Джон Карр - Ведьма отлива
– Примерно два часа назад, – ответила Бетти. Ее твердость, если и была притворной, выглядела вполне убедительно. – Я не знаю точно, – она прижала руку к груди, – у меня не было с собой часов. Может быть, без десяти четыре. Это произошло в ее спальне.
– В ее спальне?
– Да, – отозвалась Бетти. – Глинис появилась ранним утром с вокзала. Она бросила саквояж и сказала, что собирается остаться на день или два. А еще она засмеялась и заявила: «Но не думай, голубушка, что для тебя это удобная возможность. Нет, нет, нет! Я оставила в Лондоне письмо на случай, если со мной что-нибудь случится».
Гарт сказал несколько натужно:
– Кажется, твоя сестра была классическим случаем нервной патологии.
– В каком смысле?
– Не бери в голову. Больше она не посмеет.
– Не говори так!
– Прошу прощения. Ты сама сказала…
– Хорошо, что миссис Ханшю не было, – торопливо продолжала Бетти. Перед глазами Гарта возник образ в высшей степени респектабельной экономки. Понимаешь, в Банче заболела дочь миссис Ханшю. Вчера вечером, перед тем, как мы с Хэлом поехали в Лондон на этом несчастном автомобиле, я разрешила ей навестить дочь и не возвращаться до понедельника. Мои манеры, Дэвид, такие же вульгарные, как у Глинис. Я просто мысли не допускала, что кто-нибудь может узнать, что Глинис здесь. До этого она всегда держала свои визиты в секрете. И вот, когда я с дневной почтой получила твою записку…
– Ах да, моя записка. Можно я взгляну?
Бетти изумленно посмотрела на него.
– Но я думала, ты простил меня! – воскликнула она. – Ты… ты ее писал?
– Да, успокойся, я ее писал. И все же дай мне взглянуть.
Бетти выдернула из перчатки записку, развернула и отдала ему. У Дэвида не было времени объяснять ей, что он не писал этой записки и ничего о ней не знал.

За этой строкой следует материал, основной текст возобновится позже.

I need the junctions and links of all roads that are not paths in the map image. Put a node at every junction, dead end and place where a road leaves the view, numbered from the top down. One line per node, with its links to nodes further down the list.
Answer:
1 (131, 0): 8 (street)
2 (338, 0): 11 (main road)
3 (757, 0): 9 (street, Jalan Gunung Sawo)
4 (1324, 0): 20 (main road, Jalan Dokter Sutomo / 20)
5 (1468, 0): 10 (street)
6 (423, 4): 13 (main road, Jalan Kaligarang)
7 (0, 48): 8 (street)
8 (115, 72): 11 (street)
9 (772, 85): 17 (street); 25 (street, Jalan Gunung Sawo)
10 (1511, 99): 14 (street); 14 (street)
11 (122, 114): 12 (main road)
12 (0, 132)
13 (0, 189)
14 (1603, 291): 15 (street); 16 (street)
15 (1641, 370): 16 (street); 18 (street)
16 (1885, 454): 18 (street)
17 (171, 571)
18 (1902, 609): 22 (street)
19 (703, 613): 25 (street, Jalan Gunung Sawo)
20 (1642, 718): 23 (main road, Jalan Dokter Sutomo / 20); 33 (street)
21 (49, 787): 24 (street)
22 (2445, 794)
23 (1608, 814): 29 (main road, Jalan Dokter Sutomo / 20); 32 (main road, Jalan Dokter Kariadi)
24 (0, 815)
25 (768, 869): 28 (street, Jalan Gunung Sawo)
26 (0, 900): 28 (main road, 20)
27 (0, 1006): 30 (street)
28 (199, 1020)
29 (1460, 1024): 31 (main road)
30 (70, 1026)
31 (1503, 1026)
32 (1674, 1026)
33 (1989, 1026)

Это был листок самой низкосортной бумаги для заметок, которой Гарт пользовался, печатая на машинке свои счета. «Моя дорогая, я буду у тебя в субботу в шесть часов. Неизменно твой». Даты не было. Вместо подписи стояла написанная чернилами буква «Д».
Но это была не та машинка, на которой Майкл Филдинг печатал счета. Кто-то напечатал послание на его, Гарта, личной пишущей машинке, стоявшей в его комнате и предназначенной для двойной жизни.
– Бетти, ты сохранила конверт?
– Да, конечно! – В возгласе Бетти слышался почти упрек. – Я прямо сейчас могу сказать тебе, что на нем был лондонский штемпель: Вест, 23.40. Я могу показать тебе конверт. Но что это меняет? Если ты послал ее…
– Дорогая, я уже сказал тебе, что послал. Я думаю кое о чем еще.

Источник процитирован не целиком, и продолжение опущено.